— Raw data —
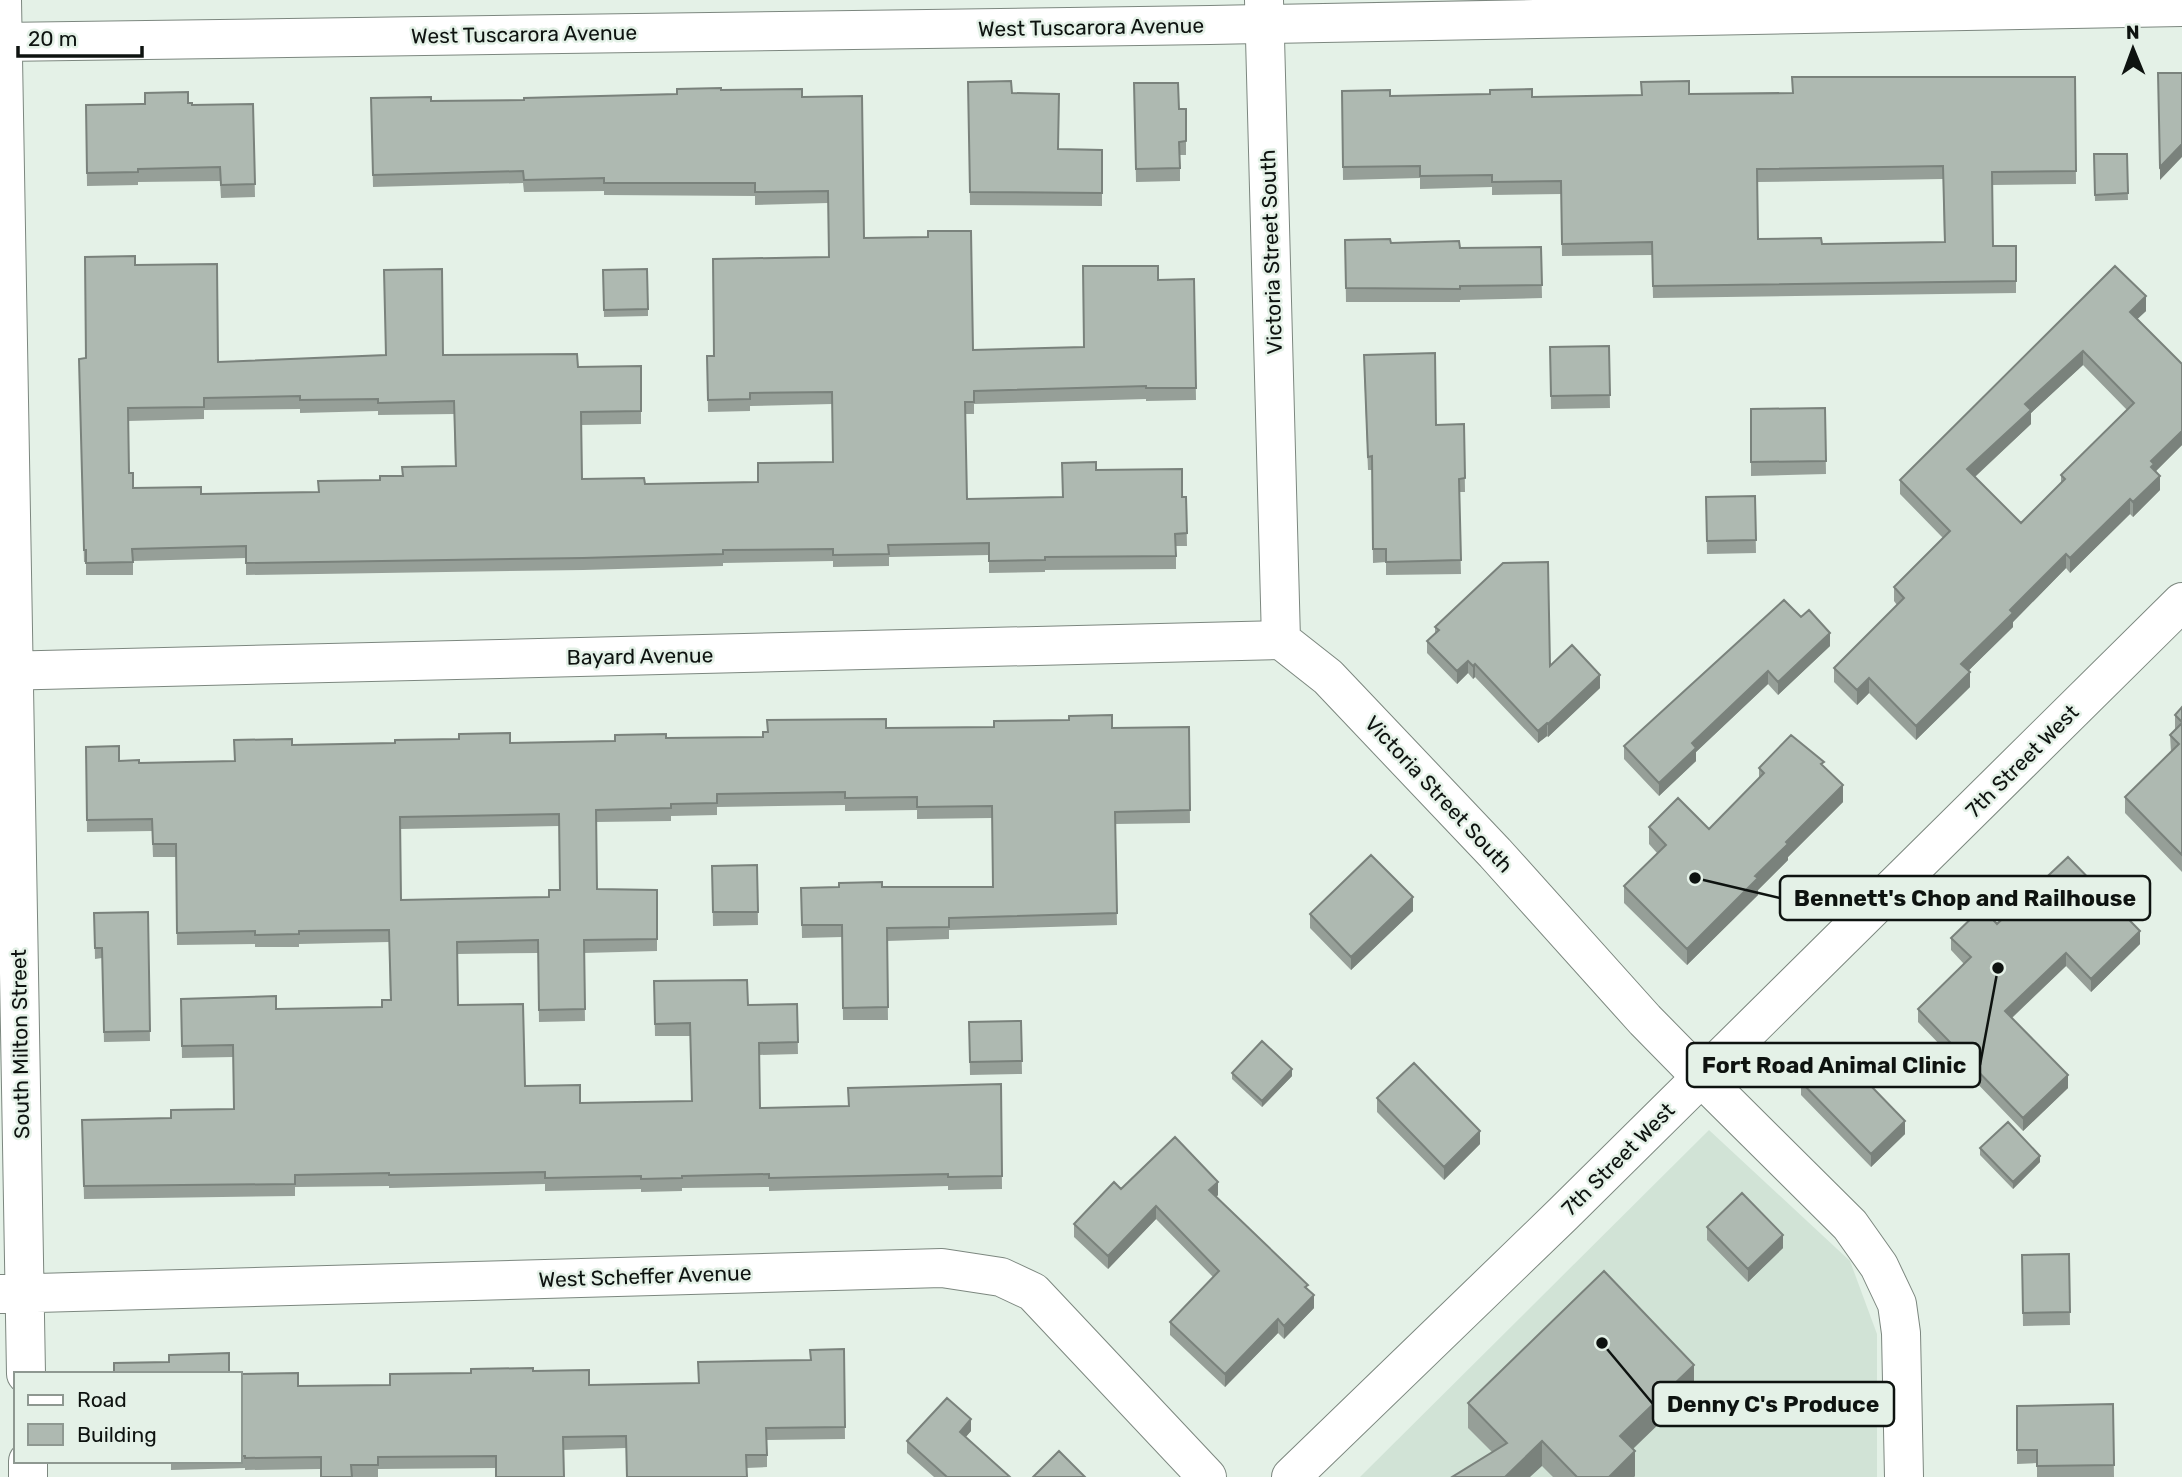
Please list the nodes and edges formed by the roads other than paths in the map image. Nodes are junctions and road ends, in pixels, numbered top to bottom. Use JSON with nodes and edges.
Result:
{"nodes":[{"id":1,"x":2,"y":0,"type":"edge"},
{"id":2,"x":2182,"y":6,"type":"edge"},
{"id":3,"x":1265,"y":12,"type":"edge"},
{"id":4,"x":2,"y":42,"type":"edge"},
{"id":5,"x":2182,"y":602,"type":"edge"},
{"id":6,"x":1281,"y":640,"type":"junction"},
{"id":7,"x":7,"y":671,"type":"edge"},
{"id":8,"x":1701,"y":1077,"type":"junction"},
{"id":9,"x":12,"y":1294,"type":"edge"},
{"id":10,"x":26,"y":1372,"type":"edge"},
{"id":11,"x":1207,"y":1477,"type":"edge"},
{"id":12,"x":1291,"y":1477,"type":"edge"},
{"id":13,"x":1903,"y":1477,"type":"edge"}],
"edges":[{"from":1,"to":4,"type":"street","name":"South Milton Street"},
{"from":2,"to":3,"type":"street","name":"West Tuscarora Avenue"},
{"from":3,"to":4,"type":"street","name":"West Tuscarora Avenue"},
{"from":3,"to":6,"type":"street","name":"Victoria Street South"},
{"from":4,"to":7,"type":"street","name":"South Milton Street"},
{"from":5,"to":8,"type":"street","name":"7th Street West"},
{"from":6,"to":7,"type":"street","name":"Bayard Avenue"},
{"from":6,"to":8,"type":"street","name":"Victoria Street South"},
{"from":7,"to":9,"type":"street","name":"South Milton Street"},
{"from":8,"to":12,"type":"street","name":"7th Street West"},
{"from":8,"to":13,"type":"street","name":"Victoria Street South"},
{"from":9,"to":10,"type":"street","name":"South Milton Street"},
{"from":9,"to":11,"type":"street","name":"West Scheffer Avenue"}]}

— Assignment —
Write the listing out a second time exactly, dropping all images.

— Written response —
Please list the nodes and edges formed by the roads other than paths in the map image. Nodes are junctions and road ends, in pixels, numbered top to bottom. Use JSON with nodes and edges.
Result:
{"nodes":[{"id":1,"x":2,"y":0,"type":"edge"},
{"id":2,"x":2182,"y":6,"type":"edge"},
{"id":3,"x":1265,"y":12,"type":"edge"},
{"id":4,"x":2,"y":42,"type":"edge"},
{"id":5,"x":2182,"y":602,"type":"edge"},
{"id":6,"x":1281,"y":640,"type":"junction"},
{"id":7,"x":7,"y":671,"type":"edge"},
{"id":8,"x":1701,"y":1077,"type":"junction"},
{"id":9,"x":12,"y":1294,"type":"edge"},
{"id":10,"x":26,"y":1372,"type":"edge"},
{"id":11,"x":1207,"y":1477,"type":"edge"},
{"id":12,"x":1291,"y":1477,"type":"edge"},
{"id":13,"x":1903,"y":1477,"type":"edge"}],
"edges":[{"from":1,"to":4,"type":"street","name":"South Milton Street"},
{"from":2,"to":3,"type":"street","name":"West Tuscarora Avenue"},
{"from":3,"to":4,"type":"street","name":"West Tuscarora Avenue"},
{"from":3,"to":6,"type":"street","name":"Victoria Street South"},
{"from":4,"to":7,"type":"street","name":"South Milton Street"},
{"from":5,"to":8,"type":"street","name":"7th Street West"},
{"from":6,"to":7,"type":"street","name":"Bayard Avenue"},
{"from":6,"to":8,"type":"street","name":"Victoria Street South"},
{"from":7,"to":9,"type":"street","name":"South Milton Street"},
{"from":8,"to":12,"type":"street","name":"7th Street West"},
{"from":8,"to":13,"type":"street","name":"Victoria Street South"},
{"from":9,"to":10,"type":"street","name":"South Milton Street"},
{"from":9,"to":11,"type":"street","name":"West Scheffer Avenue"}]}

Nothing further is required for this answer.